In the original System F - the basis for Haskell's type system -
Thanks, I'll be reading up on that.
all type applications are explicit. For instance
id 'c' in Haskell
would be written
id Char 'c' in System F
the type is an explicit argument to a polymorphic function. The definition of id would be
id : ∀a. a -> a id = Λa.λx:a.x
So, first supply the type and then compute something. In Haskell, the compiler figures out which type argument to apply where and this can get confusing like in Jason's example.
Ah, okay, so this rule of first supplying the type is what keeps my example from being confusing about the order of @y. That makes a lot of sense.
(By the way, I found the "Proofs and Types" book references in the wikipedia page to be a very readable introduction to System F and the Curry-Howards isomorphism in general.)
Okay, thanks.
In System F, the example reads as follows (for clarity, we prefix type variables with an @ when they are applied)
foo : ∀p,q,x,y,z.p x y -> q y z -> q x z foo = ...
goodOrder : ∀p,q,x.
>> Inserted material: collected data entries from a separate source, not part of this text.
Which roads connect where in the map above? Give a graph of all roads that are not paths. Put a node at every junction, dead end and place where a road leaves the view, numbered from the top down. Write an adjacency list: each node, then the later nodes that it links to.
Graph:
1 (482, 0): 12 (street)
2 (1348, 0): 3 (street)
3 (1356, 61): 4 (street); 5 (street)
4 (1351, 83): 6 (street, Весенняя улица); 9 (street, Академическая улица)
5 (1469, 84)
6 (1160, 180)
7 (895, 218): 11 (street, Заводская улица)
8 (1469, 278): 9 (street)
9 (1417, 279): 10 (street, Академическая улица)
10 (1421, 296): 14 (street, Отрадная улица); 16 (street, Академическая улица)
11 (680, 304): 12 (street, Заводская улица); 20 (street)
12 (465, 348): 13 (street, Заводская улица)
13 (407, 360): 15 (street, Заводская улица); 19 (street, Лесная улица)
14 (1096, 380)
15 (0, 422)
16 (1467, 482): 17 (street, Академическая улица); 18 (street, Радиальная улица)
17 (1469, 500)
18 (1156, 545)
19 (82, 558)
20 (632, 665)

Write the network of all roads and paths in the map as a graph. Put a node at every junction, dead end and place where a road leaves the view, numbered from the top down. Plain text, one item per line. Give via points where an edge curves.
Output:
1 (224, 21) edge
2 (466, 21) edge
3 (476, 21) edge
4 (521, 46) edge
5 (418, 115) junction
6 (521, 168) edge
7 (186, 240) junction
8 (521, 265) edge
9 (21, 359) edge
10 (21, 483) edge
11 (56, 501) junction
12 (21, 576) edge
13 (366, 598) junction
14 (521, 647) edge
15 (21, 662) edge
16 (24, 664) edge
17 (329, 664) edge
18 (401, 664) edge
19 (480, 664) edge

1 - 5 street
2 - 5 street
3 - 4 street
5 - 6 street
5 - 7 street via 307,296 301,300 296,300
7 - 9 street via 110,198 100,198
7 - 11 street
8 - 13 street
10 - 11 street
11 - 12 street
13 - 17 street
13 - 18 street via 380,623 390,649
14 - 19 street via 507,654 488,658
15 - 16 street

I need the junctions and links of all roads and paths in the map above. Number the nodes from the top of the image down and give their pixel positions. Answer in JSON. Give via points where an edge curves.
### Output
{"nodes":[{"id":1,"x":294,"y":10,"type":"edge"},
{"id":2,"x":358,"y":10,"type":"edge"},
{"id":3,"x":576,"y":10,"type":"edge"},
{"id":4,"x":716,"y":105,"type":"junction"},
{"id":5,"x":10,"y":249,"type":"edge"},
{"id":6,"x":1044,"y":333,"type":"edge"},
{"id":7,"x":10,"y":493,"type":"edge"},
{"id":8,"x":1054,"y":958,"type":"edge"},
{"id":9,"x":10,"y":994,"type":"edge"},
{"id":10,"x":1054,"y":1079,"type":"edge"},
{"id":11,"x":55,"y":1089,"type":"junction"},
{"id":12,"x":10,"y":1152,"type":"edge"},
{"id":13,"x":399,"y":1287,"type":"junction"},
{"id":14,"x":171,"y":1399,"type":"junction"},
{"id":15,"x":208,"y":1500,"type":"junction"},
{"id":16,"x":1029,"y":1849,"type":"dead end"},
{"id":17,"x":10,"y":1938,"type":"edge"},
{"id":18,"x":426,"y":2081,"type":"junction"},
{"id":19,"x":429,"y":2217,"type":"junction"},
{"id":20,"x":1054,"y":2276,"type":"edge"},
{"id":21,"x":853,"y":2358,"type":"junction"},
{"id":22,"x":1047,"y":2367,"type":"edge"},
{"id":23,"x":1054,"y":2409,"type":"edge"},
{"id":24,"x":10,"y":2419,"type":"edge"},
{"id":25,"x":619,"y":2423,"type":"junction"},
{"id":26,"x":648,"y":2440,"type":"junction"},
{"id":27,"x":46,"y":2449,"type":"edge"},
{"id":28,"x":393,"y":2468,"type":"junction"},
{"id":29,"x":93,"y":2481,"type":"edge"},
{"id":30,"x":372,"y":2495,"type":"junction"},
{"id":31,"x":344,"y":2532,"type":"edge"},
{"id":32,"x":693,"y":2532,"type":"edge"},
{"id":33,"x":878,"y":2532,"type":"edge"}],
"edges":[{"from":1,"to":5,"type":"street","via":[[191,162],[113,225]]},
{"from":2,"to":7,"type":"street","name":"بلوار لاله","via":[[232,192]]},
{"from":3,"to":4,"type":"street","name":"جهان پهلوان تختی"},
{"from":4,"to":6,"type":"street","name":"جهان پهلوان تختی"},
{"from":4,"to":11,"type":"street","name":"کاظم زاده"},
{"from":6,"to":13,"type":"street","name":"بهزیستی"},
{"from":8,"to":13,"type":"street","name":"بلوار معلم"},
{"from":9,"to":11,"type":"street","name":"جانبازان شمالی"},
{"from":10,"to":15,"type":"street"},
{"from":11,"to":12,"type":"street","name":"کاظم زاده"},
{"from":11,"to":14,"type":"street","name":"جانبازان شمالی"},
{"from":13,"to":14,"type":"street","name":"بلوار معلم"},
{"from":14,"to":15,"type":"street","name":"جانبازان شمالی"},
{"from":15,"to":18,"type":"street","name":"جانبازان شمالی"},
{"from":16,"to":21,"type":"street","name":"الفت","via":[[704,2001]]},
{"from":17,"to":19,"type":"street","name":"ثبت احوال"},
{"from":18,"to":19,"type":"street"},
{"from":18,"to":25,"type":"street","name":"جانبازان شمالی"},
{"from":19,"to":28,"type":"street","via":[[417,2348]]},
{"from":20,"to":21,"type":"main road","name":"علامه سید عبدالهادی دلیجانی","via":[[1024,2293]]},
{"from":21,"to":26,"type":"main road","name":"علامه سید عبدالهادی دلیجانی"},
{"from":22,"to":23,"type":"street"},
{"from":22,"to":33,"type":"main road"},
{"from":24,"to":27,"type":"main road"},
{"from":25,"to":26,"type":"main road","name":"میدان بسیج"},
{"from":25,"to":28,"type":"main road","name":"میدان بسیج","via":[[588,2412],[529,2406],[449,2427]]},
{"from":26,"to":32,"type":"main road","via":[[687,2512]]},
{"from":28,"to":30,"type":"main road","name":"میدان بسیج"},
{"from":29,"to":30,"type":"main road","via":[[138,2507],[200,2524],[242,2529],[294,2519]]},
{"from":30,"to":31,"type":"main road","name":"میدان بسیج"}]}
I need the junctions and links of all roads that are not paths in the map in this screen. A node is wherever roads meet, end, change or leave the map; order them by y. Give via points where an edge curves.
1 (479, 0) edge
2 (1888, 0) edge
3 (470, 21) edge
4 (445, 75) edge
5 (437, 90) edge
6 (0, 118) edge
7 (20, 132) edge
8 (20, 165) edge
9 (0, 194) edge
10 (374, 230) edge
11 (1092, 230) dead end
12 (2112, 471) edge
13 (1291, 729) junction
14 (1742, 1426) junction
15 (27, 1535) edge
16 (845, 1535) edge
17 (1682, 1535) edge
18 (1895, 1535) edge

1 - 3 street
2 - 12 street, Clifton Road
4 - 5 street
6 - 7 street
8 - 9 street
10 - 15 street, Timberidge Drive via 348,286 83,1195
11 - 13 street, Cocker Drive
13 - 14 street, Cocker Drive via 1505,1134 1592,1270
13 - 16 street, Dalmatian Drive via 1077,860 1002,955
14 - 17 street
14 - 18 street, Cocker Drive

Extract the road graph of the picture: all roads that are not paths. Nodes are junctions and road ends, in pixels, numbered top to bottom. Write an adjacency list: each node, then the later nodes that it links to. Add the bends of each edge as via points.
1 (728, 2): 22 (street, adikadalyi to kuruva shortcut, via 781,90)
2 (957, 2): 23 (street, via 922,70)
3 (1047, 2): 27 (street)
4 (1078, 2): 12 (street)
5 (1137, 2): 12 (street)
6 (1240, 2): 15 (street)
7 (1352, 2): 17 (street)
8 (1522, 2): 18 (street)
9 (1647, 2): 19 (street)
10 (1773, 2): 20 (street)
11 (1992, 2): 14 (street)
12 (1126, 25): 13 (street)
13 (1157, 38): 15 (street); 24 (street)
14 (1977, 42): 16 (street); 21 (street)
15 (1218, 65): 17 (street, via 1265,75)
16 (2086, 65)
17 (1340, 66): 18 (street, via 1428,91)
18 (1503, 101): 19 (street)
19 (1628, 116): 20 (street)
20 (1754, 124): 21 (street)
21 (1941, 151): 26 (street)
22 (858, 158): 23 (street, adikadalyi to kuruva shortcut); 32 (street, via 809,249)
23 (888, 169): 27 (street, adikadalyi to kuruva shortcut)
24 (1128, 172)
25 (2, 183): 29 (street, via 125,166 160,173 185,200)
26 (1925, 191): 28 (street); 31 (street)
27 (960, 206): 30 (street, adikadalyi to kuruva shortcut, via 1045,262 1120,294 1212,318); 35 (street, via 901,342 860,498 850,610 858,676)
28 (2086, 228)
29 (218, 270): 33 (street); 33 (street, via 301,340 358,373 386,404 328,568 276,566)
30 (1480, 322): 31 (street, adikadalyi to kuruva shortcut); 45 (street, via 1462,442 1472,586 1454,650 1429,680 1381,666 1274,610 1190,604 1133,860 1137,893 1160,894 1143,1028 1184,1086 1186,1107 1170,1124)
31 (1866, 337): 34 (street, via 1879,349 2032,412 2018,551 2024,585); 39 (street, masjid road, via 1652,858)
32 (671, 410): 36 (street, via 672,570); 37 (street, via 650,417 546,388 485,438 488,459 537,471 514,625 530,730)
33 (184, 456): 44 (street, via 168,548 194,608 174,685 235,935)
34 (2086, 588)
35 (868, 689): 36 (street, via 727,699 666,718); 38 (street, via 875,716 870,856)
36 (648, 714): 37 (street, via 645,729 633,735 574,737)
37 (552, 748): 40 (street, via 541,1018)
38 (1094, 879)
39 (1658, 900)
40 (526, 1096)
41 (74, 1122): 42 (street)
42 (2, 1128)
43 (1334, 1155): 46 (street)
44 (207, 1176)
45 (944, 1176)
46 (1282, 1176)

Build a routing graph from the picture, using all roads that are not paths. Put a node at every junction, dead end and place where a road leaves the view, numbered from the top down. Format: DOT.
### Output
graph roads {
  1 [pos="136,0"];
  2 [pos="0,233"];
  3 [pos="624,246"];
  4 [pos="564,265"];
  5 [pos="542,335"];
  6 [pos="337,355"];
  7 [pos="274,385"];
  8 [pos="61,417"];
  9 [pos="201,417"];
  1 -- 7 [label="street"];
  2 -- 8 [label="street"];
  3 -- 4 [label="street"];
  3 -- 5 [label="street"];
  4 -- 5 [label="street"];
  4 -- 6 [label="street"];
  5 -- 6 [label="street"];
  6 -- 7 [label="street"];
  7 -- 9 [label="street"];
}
Sealed (p x) -> (∀b.Sealed (q b)) -> Sealed (q x) goodOrder = Λp.Λq.Λx. λsx:Sealed (p x).λsy:(∀b.Sealed (q b)). case sx of Sealed @y (pxy:p x y) -> case sy @y of Sealed @z (qyz:q y z) -> Sealed @z (foo @p @q @x @y @z pxy qyz)
badOrder : ... badOrder = Λp.Λq.Λx. λsx:Sealed (p x).λsy:(∀b.Sealed (q b)). case sy ??? of Sealed @z (qyz:q ??? z) -> case sx of Sealed @y (pxy:p x y) -> Sealed @z (foo @p @q @x @y @z pxy qyz)
Thanks, that's quite illustrative. In the second case, there's no way to know what type to choose for b
unless you evaluate sx first. However, the following would work:
badOrder : ∀p,q,x. Sealed (p x) -> (Sealed (∀b. q b)) -> Sealed (q x) badOrder = Λp.Λq.Λx. λsx:Sealed (p x).λsy:(Sealed (∀b.q b)). case sy of Sealed @z (qyz:∀b.q b z) -> case sx of Sealed @y (pxy:p x y) -> Sealed @z (foo @p @q @x @y @z pxy (qyz @y))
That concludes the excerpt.